For the complete report in The Daily Star click on this link

The White Powder That Kills - Europe finds a new passion: cocaine, a 'drug for winners'? - by Antonio Maria Costa

European leaders need to get serious about Europe's cocaine problem. The "white lady" is seducing a steadily growing number of Europeans, and remaining in a state of denial will only worsen the consequences. Cocaine used to be America's problem, to the point that the United States started a major campaign against sellers and consumers of crack cocaine in the inner cities, drug traffickers, and suppliers in the Andes. But now demand for cocaine in most of the world is stable or dropping. Coca cultivation has been slashed by a quarter in the past five years, and seizures of cocaine have almost doubled. An impressive 42 percent of all of the world's cocaine was seized in 2005.

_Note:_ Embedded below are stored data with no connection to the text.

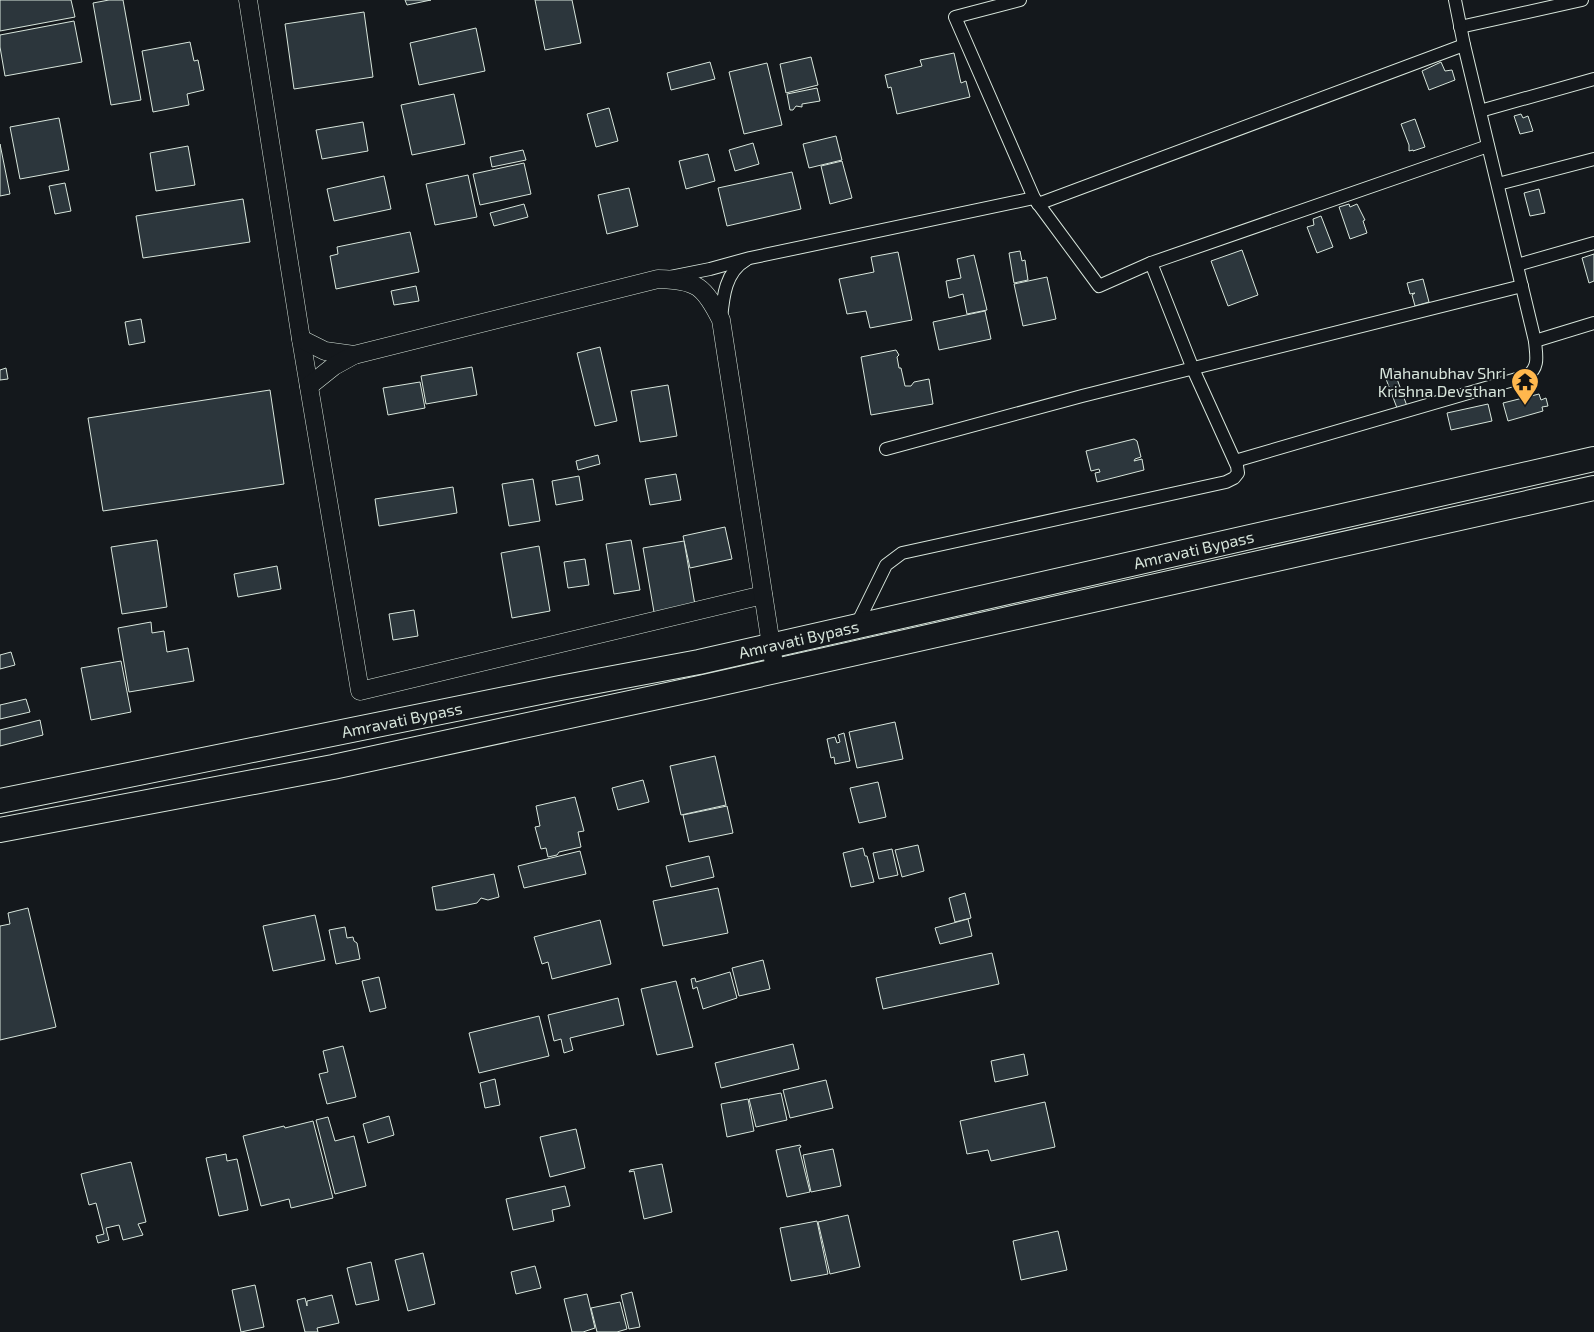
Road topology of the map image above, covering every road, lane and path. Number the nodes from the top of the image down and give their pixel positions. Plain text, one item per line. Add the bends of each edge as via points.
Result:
1 (248, 0) edge
2 (1020, 0) edge
3 (1455, 0) edge
4 (1582, 0) edge
5 (1460, 28) junction
6 (1464, 45) junction
7 (1594, 79) edge
8 (1480, 111) junction
9 (1488, 146) junction
10 (1594, 159) edge
11 (1498, 184) junction
12 (1036, 201) junction
13 (1594, 244) edge
14 (750, 258) junction
15 (1151, 263) junction
16 (1517, 265) junction
17 (658, 279) junction
18 (1522, 286) junction
19 (721, 320) junction
20 (1594, 323) edge
21 (301, 339) junction
22 (1535, 341) junction
23 (354, 355) junction
24 (1193, 369) junction
25 (309, 386) junction
26 (886, 449) dead end
27 (1594, 459) edge
28 (1235, 461) junction
29 (1594, 488) edge
30 (763, 595) junction
31 (856, 627) junction
32 (770, 646) junction
33 (775, 672) junction
34 (0, 801) edge
35 (0, 830) edge

1 - 21 street
2 - 12 street via 955,17
3 - 5 street
4 - 5 street
5 - 6 street
6 - 8 street
6 - 12 street
7 - 8 street
8 - 9 street
9 - 11 street
9 - 15 street
10 - 11 street
11 - 16 street
12 - 14 street
12 - 15 street via 1099,286
13 - 16 street
14 - 17 street
14 - 19 street via 740,263 731,275 723,296
15 - 24 street
16 - 18 street
17 - 19 street via 697,285 710,299
17 - 23 street
18 - 22 street
18 - 24 street
19 - 30 street
20 - 22 street
21 - 23 street via 324,351
21 - 25 street
22 - 28 street via 1536,366 1527,376
23 - 25 street
24 - 26 street
24 - 28 street
25 - 30 street via 360,691
27 - 31 highway, Amravati Bypass
28 - 31 street via 1238,473 1226,482 902,553 886,565
29 - 33 highway, Amravati Bypass
30 - 32 street
31 - 32 highway, Amravati Bypass
32 - 33 street
32 - 34 highway, Amravati Bypass
33 - 35 highway, Amravati Bypass via 333,767

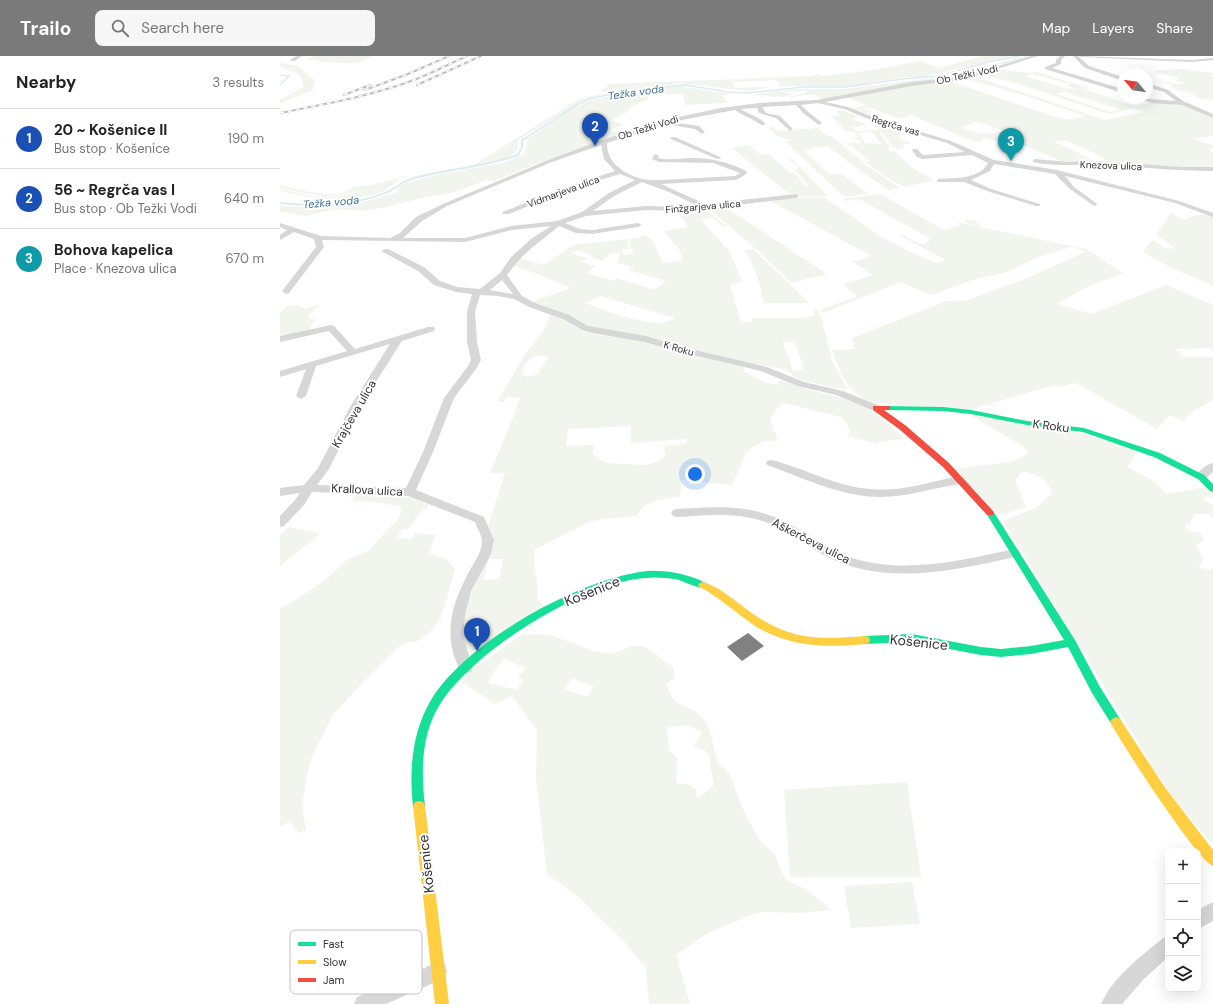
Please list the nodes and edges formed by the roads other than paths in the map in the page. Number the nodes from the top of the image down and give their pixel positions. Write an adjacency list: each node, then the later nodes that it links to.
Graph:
1 (300, 56): 7 (street)
2 (1036, 56): 12 (street, Ob Težki Vodi)
3 (1063, 56): 10 (street)
4 (1075, 56): 8 (street)
5 (1081, 56): 6 (street)
6 (1213, 59)
7 (293, 60)
8 (1117, 77)
9 (1153, 87): 14 (street)
10 (1117, 89)
11 (1153, 101): 14 (street)
12 (816, 102): 13 (street, Ob Težki Vodi); 26 (street, Regrča vas)
13 (798, 103): 15 (street, Ob Težki Vodi); 19 (street)
14 (1183, 104): 17 (street)
15 (759, 105): 16 (street, Ob Težki Vodi); 21 (street)
16 (736, 108): 18 (street, Ob Težki Vodi); 20 (street)
17 (1213, 116)
18 (662, 123): 22 (street, Ob Težki Vodi); 24 (street, Ob Težki Vodi)
19 (819, 123)
20 (763, 124)
21 (790, 129)
22 (702, 132)
23 (673, 138): 30 (street, Vidmarjeva ulica)
24 (604, 141): 32 (street, Vidmarjeva ulica); 50 (street, Ob Težki Vodi)
25 (915, 150): 26 (street, Regrča vas)
26 (974, 153): 28 (street, Regrča vas)
27 (656, 156): 30 (street)
28 (992, 162): 29 (street); 35 (street)
29 (1010, 164): 31 (street, Knezova ulica); 33 (street)
30 (731, 165): 37 (street, Vidmarjeva ulica)
31 (1213, 169)
32 (621, 171): 34 (street, Vidmarjeva ulica); 42 (street, Vidmarjeva ulica)
33 (1056, 172): 39 (street); 44 (street)
34 (641, 180): 37 (street, Vidmarjeva ulica); 43 (street, Finžgarjeva ulica)
35 (965, 180): 36 (street); 40 (street)
36 (939, 181)
37 (651, 182): 41 (street, Vidmarjeva ulica)
38 (796, 196): 41 (street, Finžgarjeva ulica)
39 (1094, 204)
40 (1038, 205)
41 (704, 207): 43 (street, Finžgarjeva ulica)
42 (506, 212)
43 (585, 214): 45 (street, Finžgarjeva ulica)
44 (1213, 215)
45 (558, 223): 46 (street, Finžgarjeva ulica); 50 (street, Finžgarjeva ulica); 51 (street)
46 (638, 225)
47 (285, 228): 48 (street); 49 (street)
48 (280, 238)
49 (318, 238): 50 (street); 52 (street)
50 (391, 240): 53 (street, K Roku)
51 (503, 275): 53 (street); 54 (street)
52 (286, 292)
53 (479, 292): 54 (street, K Roku); 70 (street)
54 (517, 297): 62 (street, K Roku)
55 (431, 329): 57 (street)
56 (280, 339): 58 (street)
57 (398, 339): 58 (street); 67 (street, Krajčeva ulica)
58 (354, 353): 59 (street)
59 (312, 365): 60 (street); 61 (street)
60 (280, 374)
61 (301, 396)
62 (876, 408): 65 (street, K Roku); 66 (street, K Roku)
63 (772, 463): 66 (street)
64 (1213, 466): 65 (street)
65 (1201, 477): 68 (street, K Roku)
66 (959, 480): 73 (street, K Roku)
67 (308, 488): 69 (street, Krallova ulica); 70 (street, Krallova ulica); 72 (street)
68 (1213, 489)
69 (280, 492)
70 (410, 492): 75 (street, Krallova ulica)
71 (677, 513): 73 (street, Aškerčeva ulica)
72 (280, 523)
73 (1015, 553): 74 (street, K Roku)
74 (1071, 643): 75 (street, Košenice); 76 (street, K Roku)
75 (466, 668): 80 (street, Košenice)
76 (1213, 860)
77 (1213, 911): 78 (street)
78 (1201, 918)
79 (1165, 948): 85 (street)
80 (438, 971): 81 (street); 84 (street, Košenice)
81 (422, 978)
82 (386, 994): 83 (street)
83 (364, 1004)
84 (442, 1004)
85 (1111, 1004)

Only Europe is bucking the trend. Cocaine use is on the rise, especially in Spain, Great Britain, and Italy. There is plenty of anecdotal evidence indicating traces of cocaine found on bank notes and in water supplies.

The level of cocaine use in Spain - 3 percent of the population aged 15 to 64 - now exceeds that in the US. And the United Kingdom is not far behind. In 2005, 2.4 percent of the British population used cocaine at least once, up sharply from 0.6 percent a decade earlier. Ten years ago, 20 percent of all new clients entering treatment for drug abuse in the Netherlands were addicted to cocaine. Now it is 40 percent.Cocaine is fashionable because it is attractive: white, not dark; sniffed, not injected; consumed in a living room or a fashionable night-club, not in a dark alley. It is seen as a drug for winners, not losers. To many it is a symbol of success, until they end up in a hospital or treatment center.

Europeans need to be reminded that cocaine is highly addictive and harmful. That is why it is a controlled substance. Many European governments fail to invest political capital in preventing and treating drug abuse. While addicts may be in denial, thinking that they can control their recreational use, cocaine, to quote the famous song by J.J. Cale, "she don't lie."